Among the lines below, count those with the word "Westhaven". Answer with the number only.
┄┄┄┄┄┄┄┄┄┄┄┄┄┄┄┄┄┄┄┄
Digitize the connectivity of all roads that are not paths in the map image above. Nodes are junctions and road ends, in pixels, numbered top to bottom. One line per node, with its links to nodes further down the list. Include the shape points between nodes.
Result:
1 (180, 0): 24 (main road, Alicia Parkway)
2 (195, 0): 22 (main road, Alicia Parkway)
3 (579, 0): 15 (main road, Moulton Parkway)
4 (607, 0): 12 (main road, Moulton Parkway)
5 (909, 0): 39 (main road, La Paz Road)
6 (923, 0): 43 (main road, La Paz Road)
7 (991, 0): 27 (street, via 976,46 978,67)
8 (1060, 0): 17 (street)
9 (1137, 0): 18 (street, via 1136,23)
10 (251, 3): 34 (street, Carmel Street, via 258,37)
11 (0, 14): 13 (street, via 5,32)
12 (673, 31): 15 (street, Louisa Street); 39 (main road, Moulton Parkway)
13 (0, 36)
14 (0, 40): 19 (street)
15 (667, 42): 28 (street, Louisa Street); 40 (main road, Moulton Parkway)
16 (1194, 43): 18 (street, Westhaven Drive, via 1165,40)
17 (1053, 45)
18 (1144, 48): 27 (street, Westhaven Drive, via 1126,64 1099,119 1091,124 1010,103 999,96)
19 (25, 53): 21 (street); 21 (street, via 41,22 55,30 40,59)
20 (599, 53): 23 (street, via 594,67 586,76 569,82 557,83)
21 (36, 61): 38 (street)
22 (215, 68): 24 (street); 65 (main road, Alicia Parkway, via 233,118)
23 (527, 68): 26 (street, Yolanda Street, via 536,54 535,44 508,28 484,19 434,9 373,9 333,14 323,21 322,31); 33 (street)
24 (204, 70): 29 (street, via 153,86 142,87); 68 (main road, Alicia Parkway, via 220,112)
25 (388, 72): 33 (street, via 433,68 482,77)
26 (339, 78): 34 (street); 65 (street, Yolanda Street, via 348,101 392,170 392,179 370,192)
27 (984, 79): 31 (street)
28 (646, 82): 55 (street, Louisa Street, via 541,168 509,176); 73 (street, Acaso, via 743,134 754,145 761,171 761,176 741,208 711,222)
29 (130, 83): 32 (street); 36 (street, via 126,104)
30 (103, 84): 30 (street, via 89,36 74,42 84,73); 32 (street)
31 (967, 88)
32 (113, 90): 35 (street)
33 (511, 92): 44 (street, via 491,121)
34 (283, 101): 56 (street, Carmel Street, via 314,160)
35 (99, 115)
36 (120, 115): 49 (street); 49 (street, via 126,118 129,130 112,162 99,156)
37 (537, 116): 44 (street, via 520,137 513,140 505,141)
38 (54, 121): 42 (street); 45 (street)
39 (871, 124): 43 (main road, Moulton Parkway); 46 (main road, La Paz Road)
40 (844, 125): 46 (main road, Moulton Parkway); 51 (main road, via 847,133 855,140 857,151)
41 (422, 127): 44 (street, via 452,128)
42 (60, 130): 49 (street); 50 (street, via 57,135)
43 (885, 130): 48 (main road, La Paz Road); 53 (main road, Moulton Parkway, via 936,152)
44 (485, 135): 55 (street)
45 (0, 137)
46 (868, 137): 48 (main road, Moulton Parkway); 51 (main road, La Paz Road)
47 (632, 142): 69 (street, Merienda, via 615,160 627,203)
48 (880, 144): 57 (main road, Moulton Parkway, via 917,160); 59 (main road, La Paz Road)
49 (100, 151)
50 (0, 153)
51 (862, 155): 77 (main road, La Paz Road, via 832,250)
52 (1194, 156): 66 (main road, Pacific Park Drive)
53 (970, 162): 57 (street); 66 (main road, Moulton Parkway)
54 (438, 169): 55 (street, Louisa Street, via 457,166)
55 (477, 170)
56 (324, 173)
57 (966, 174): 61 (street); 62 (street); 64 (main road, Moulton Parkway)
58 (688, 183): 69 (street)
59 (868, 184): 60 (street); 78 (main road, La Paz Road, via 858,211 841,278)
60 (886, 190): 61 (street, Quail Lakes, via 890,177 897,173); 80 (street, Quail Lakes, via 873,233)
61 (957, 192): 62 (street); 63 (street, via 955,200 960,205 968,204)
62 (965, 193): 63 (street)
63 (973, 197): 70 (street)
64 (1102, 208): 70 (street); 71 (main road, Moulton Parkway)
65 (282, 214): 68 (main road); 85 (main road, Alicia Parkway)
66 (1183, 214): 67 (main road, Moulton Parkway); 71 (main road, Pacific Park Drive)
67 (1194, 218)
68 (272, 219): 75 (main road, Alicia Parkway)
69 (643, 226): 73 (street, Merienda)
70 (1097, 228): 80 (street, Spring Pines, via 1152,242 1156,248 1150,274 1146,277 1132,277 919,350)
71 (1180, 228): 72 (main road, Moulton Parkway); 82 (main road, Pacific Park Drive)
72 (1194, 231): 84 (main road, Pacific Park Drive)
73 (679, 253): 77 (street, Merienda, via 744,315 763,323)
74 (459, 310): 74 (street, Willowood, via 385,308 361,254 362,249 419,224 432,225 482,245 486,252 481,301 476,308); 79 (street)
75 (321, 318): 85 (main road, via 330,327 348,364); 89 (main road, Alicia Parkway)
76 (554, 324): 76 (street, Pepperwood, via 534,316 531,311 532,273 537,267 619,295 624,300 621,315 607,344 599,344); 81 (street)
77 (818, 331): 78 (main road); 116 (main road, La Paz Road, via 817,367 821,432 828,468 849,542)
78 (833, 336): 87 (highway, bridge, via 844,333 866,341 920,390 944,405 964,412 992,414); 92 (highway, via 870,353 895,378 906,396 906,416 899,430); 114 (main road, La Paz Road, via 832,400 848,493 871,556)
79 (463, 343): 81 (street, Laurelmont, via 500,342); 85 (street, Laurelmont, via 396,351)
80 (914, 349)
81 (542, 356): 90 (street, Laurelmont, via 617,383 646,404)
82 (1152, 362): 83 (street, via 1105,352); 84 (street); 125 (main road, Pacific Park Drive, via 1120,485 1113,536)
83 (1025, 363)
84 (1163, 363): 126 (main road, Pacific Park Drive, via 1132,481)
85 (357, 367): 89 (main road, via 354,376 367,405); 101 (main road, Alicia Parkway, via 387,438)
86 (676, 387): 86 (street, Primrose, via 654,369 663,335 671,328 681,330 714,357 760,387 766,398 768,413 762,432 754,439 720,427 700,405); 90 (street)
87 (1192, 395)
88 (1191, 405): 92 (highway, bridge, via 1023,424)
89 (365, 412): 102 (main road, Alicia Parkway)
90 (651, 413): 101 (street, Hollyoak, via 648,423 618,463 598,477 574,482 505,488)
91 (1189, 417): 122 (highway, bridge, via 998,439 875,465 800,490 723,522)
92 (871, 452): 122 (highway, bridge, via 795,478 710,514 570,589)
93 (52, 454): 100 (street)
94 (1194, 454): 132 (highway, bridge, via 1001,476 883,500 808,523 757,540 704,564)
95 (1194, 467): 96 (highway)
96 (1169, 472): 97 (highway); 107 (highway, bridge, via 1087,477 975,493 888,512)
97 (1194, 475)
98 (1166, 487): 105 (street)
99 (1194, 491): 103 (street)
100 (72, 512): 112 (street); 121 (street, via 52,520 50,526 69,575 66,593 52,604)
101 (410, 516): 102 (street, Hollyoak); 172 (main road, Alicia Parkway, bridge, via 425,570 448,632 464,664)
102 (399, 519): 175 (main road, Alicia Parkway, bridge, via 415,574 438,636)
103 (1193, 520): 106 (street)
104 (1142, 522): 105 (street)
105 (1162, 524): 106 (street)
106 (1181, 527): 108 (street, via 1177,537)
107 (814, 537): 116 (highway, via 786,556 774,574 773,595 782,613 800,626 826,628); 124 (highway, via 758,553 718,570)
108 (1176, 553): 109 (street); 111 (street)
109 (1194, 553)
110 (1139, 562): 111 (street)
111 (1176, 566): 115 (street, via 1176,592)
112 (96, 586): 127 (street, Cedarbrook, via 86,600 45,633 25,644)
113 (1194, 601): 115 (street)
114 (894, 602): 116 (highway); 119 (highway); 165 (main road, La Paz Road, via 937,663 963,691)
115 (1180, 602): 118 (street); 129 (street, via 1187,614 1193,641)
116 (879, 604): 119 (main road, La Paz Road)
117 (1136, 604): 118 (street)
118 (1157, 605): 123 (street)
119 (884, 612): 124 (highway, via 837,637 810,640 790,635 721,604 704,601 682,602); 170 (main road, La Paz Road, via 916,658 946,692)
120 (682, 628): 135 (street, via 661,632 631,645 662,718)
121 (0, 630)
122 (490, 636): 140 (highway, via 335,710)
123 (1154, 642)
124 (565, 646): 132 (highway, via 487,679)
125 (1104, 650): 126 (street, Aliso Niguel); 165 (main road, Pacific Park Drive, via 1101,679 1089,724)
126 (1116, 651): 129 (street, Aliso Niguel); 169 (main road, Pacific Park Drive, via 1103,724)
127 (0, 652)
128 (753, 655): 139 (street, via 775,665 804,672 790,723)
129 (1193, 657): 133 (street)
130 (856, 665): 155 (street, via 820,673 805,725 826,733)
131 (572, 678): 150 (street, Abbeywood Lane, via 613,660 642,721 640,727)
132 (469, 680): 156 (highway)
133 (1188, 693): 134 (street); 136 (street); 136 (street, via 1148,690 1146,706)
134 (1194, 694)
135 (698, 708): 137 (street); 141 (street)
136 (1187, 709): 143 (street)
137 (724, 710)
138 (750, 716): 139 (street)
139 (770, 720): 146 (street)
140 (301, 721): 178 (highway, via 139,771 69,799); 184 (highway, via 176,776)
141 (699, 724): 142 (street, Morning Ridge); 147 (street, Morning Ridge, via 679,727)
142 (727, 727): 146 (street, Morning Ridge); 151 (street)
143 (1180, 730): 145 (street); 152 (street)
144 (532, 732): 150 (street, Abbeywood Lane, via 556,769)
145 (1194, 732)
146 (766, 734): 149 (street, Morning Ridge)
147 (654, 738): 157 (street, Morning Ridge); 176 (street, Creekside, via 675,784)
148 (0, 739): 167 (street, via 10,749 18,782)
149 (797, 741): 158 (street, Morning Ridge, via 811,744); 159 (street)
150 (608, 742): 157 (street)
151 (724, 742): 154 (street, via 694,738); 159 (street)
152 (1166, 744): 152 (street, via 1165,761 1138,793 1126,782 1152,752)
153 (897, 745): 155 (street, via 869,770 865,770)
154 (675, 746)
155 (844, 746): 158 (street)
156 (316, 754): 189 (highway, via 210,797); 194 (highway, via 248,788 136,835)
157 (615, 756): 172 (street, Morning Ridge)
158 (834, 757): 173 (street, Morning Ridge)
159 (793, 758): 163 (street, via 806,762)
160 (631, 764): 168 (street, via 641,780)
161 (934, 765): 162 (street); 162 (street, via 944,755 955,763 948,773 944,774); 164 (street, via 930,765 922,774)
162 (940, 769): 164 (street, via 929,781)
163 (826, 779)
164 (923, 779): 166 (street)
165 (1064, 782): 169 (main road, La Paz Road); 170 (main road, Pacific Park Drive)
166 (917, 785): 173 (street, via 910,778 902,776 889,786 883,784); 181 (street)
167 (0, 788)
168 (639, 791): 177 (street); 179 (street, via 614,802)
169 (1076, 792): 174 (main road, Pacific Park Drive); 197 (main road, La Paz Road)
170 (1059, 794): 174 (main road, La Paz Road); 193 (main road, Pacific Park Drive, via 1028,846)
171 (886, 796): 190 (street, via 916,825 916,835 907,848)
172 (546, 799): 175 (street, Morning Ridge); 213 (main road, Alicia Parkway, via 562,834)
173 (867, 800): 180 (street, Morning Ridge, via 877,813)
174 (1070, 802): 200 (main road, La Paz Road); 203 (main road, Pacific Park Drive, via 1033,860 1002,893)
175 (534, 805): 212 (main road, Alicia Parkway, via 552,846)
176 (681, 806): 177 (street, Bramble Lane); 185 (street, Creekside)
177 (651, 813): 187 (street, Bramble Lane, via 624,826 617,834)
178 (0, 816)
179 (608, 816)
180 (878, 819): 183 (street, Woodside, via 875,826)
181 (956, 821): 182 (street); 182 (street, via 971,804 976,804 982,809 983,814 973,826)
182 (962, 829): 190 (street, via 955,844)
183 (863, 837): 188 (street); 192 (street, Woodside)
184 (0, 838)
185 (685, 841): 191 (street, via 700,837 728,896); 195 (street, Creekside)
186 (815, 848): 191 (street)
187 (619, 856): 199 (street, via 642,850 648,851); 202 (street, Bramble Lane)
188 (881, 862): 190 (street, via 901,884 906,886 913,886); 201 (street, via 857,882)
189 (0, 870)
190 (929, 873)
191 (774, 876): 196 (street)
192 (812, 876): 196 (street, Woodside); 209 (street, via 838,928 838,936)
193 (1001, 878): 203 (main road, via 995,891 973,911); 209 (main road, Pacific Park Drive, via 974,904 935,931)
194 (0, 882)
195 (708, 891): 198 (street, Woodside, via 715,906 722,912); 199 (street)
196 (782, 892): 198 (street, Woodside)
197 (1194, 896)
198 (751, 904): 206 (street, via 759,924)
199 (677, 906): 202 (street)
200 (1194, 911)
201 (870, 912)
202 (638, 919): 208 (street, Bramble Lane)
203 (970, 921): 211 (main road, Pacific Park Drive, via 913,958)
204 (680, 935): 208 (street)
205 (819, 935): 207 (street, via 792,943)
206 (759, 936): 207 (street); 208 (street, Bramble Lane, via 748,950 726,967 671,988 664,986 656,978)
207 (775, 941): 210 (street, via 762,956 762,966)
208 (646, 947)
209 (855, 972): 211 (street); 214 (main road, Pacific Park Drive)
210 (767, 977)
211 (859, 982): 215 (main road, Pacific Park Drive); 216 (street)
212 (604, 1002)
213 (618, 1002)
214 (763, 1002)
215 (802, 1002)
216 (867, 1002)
┄┄┄┄┄┄┄┄┄┄┄┄┄┄┄┄┄┄┄┄
* [Reply]
2